3. Brute-force account takeovers.
Assigning a computer to try endless alpha numeric combinations to break a password is nothing new. That “brute force” tactic has now been adopted by botnet operators, criminals who control vast armies of computers dedicated to carrying out malicious commands.
Botnet-driven brute force account takeovers are spiking, according to browser security vendor Distil Networks. Vast botnets are being directed to methodically try millions of stolen username and password combinations to break into financial, retail and media websites at scale.
This has profound implications for each one of us. Let’s say your account logons were stolen several years ago and nothing happened. So you never bothered to change any of your usernames and passwords. This rising wave of botnet-executed credential stuffing now puts you at renewed risk of becoming a victim of identity theft, especially if you have been using the same old webmail account and password to access multiple accounts for a number of years.

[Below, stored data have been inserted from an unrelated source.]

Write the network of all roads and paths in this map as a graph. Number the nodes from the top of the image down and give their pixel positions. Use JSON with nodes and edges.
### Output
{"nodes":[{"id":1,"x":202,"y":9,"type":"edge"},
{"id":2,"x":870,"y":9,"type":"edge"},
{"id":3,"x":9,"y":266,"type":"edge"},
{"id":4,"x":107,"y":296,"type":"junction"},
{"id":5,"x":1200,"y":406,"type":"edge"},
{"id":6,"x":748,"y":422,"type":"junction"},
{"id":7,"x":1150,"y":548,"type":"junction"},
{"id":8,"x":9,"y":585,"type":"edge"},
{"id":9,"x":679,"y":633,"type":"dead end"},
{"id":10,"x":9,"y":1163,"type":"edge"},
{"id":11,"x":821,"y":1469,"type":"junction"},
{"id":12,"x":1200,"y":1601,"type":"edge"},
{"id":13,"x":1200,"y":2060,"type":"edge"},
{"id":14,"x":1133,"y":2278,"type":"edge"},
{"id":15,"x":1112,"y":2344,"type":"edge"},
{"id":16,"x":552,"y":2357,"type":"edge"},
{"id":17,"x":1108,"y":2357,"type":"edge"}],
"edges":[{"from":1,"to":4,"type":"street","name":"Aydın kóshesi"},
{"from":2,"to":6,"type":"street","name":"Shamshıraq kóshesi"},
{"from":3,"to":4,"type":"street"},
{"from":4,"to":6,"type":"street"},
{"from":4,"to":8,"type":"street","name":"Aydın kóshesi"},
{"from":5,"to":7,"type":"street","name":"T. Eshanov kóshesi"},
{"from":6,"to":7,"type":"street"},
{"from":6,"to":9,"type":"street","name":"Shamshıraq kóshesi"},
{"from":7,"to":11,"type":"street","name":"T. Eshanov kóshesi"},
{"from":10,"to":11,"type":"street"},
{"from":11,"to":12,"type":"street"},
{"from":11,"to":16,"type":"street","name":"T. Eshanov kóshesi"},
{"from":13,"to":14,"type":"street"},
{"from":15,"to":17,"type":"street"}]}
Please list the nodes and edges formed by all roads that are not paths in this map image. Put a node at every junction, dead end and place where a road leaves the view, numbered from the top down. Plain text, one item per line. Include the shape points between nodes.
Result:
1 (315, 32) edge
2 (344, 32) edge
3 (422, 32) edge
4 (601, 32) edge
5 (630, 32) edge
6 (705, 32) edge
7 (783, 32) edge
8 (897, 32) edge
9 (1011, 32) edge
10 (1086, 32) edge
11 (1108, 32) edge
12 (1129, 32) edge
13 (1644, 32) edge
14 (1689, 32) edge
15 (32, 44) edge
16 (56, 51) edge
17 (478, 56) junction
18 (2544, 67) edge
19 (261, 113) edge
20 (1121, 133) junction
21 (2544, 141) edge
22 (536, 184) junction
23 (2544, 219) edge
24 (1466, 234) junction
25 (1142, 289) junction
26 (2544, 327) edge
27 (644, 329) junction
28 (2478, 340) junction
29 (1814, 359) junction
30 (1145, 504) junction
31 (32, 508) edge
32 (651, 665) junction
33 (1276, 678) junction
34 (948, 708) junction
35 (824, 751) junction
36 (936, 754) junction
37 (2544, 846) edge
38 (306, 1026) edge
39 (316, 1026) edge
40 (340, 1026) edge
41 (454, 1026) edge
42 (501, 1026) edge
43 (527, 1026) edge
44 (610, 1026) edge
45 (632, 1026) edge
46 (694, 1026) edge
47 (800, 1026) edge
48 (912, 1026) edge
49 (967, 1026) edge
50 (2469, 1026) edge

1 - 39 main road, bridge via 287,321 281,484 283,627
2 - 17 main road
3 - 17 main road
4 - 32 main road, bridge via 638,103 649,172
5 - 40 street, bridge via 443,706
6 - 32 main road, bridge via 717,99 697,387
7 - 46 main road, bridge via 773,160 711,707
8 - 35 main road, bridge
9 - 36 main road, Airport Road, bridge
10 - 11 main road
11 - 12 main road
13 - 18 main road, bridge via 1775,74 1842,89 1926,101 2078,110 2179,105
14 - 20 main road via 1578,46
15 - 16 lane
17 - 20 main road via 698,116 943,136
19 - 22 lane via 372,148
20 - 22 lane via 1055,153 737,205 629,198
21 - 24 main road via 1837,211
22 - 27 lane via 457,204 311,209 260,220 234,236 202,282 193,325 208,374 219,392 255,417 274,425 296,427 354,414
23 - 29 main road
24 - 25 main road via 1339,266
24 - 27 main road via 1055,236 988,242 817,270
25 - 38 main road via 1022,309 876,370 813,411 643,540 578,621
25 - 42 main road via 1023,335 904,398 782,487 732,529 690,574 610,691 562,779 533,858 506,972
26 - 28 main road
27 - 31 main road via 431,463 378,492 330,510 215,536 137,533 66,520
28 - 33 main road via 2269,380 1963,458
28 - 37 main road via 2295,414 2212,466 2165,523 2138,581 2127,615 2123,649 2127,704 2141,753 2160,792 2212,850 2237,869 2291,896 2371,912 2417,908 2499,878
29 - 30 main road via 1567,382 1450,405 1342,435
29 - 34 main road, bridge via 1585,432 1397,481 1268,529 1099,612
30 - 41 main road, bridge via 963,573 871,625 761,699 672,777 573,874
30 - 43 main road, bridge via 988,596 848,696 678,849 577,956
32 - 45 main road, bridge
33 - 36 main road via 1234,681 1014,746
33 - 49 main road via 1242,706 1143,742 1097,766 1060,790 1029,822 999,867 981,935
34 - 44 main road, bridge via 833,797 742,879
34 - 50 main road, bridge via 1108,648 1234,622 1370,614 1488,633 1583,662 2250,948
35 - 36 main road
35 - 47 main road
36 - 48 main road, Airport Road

Until such time as cybercriminals cease to innovate faster than businesses improve network defenses, a little paranoia will serve you well. You really can’t trust any email, and you need to remain on high alert for anything that appears even the least bit suspicious. If you aren’t regularly changing your online account passwords, enabling two-factor authentication services, using a virtual private network whenever you can, and updating or upgrading your security software, you’re living on borrowed time. To paraphrase former President Ronald Reagan: Never trust. Always verify.